Scraping difficult website

jbbiolay · July 19, 2022, 1:23pm

Hello everyone

I try desperately to scrape this website:
Url: Health Valley

I'm interested in getting the complete list of companies, with these fields: sector of activity, canton, year of creation, number of employees, website, name of the director and description.

And I have two problems:

All the fields are not systematically available for all the companies
You have to click on the company name each time to display the fields, which means that I can only scrape the first company in the list...

Can someone help me?

Thank you

ViestursWS · July 19, 2022, 1:43pm

@jbbiolay Hi, it appears that you should be able to achieve this by using an 'Element click' selector, however, that will take a while.

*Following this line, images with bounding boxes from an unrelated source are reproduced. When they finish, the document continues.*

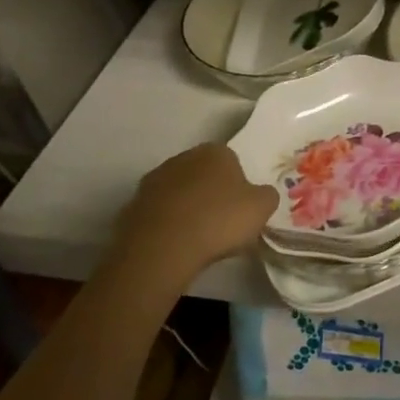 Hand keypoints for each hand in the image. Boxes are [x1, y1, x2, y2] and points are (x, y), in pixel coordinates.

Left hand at [113, 144, 276, 274]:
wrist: (162, 248)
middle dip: (211, 192)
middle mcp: (182, 158)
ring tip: (197, 237)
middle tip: (221, 220)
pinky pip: (158, 213)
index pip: (232, 160)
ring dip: (187, 207)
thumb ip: (266, 196)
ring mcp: (154, 181)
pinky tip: (175, 244)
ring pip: (179, 192)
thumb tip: (261, 195)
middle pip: (203, 174)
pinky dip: (167, 224)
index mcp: (215, 151)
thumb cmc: (219, 220)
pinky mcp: (132, 206)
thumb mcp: (262, 208)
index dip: (238, 183)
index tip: (241, 207) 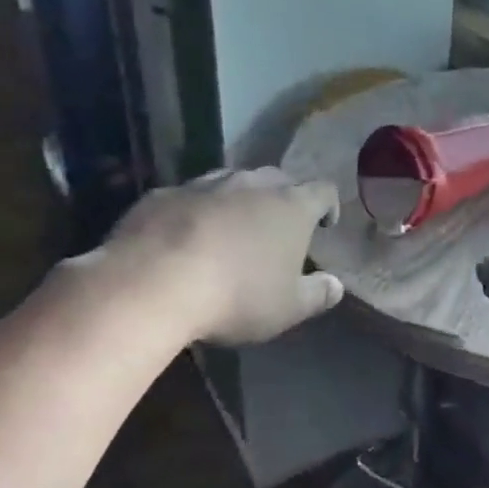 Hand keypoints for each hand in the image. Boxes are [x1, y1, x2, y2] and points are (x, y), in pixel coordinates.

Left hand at [72, 167, 343, 345]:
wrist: (152, 284)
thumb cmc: (236, 296)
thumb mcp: (288, 308)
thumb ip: (318, 294)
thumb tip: (336, 285)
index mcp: (291, 206)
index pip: (323, 190)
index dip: (327, 206)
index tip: (324, 226)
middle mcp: (251, 184)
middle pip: (277, 179)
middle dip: (283, 199)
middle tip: (278, 228)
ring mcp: (204, 184)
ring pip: (231, 182)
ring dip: (238, 201)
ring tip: (231, 231)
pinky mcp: (162, 194)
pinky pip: (189, 197)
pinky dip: (195, 212)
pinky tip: (185, 240) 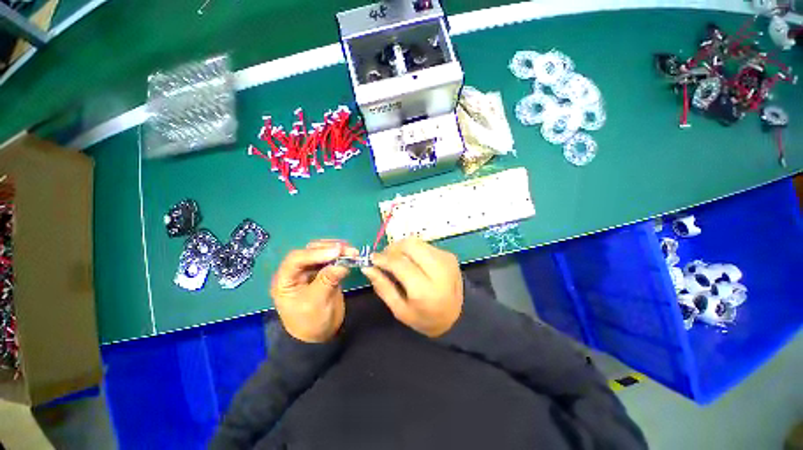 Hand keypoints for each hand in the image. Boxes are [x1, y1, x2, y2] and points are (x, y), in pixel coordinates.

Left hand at [271, 240, 357, 342]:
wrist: (320, 335)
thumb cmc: (311, 323)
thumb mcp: (317, 303)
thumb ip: (327, 281)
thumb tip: (342, 264)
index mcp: (285, 280)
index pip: (296, 259)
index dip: (315, 254)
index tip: (336, 253)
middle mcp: (296, 271)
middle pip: (310, 251)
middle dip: (329, 248)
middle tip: (348, 249)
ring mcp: (311, 270)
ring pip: (322, 252)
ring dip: (337, 250)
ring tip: (353, 252)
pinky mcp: (324, 272)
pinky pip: (332, 260)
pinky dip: (341, 256)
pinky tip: (351, 255)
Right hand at [362, 238, 462, 337]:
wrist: (459, 316)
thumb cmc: (426, 319)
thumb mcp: (400, 311)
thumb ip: (383, 287)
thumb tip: (367, 267)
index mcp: (425, 289)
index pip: (399, 263)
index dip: (383, 258)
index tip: (372, 259)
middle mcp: (438, 269)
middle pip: (409, 245)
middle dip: (392, 248)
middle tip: (385, 259)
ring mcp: (446, 259)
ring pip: (417, 242)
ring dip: (403, 248)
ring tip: (397, 260)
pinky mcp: (449, 255)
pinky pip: (425, 245)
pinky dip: (414, 250)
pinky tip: (413, 261)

Please, note that the results will start to appear only once the Element click selector has stopped the execution process.

Example:

{"_id":"republic-of-innovation-org","startUrl":["https://www.republic-of-innovation.org/HealthValley/"],"selectors":[{"clickElementSelector":"a.more","clickElementUniquenessType":"uniqueCSSSelector","clickType":"clickMore","delay":3000,"discardInitialElements":"discard-when-click-element-exists","id":"wrapper","multiple":true,"parentSelectors":["_root"],"selector":"div.company","type":"SelectorElementClick"},{"delay":0,"id":"sector","multiple":false,"parentSelectors":["wrapper"],"regex":"","selector":"p:contains(\"Secteur\") span","type":"SelectorText"},{"delay":0,"id":"year-founded","multiple":false,"parentSelectors":["wrapper"],"regex":"","selector":"p:contains(\"Année de fondation/implantation\") span","type":"SelectorText"},{"delay":0,"id":"canton","multiple":false,"parentSelectors":["wrapper"],"regex":"","selector":"p:contains(\"Canton\") span","type":"SelectorText"},{"delay":0,"id":"address","multiple":false,"parentSelectors":["wrapper"],"regex":"","selector":"p:contains(\"Adresse\") span","type":"SelectorText"},{"delay":0,"id":"director","multiple":false,"parentSelectors":["wrapper"],"regex":"","selector":"p:contains(\"Directeur\") span","type":"SelectorText"},{"delay":0,"id":"website","multiple":false,"parentSelectors":["wrapper"],"regex":"","selector":"p:contains(\"Site web\") span","type":"SelectorText"},{"delay":0,"id":"description","multiple":false,"parentSelectors":["wrapper"],"regex":"","selector":"div.description_html","type":"SelectorText"}]}

jbbiolay · July 20, 2022, 1:22pm

Hello,

Thank you for your answer. After trying to scrape with your method, even at the end, I have no result...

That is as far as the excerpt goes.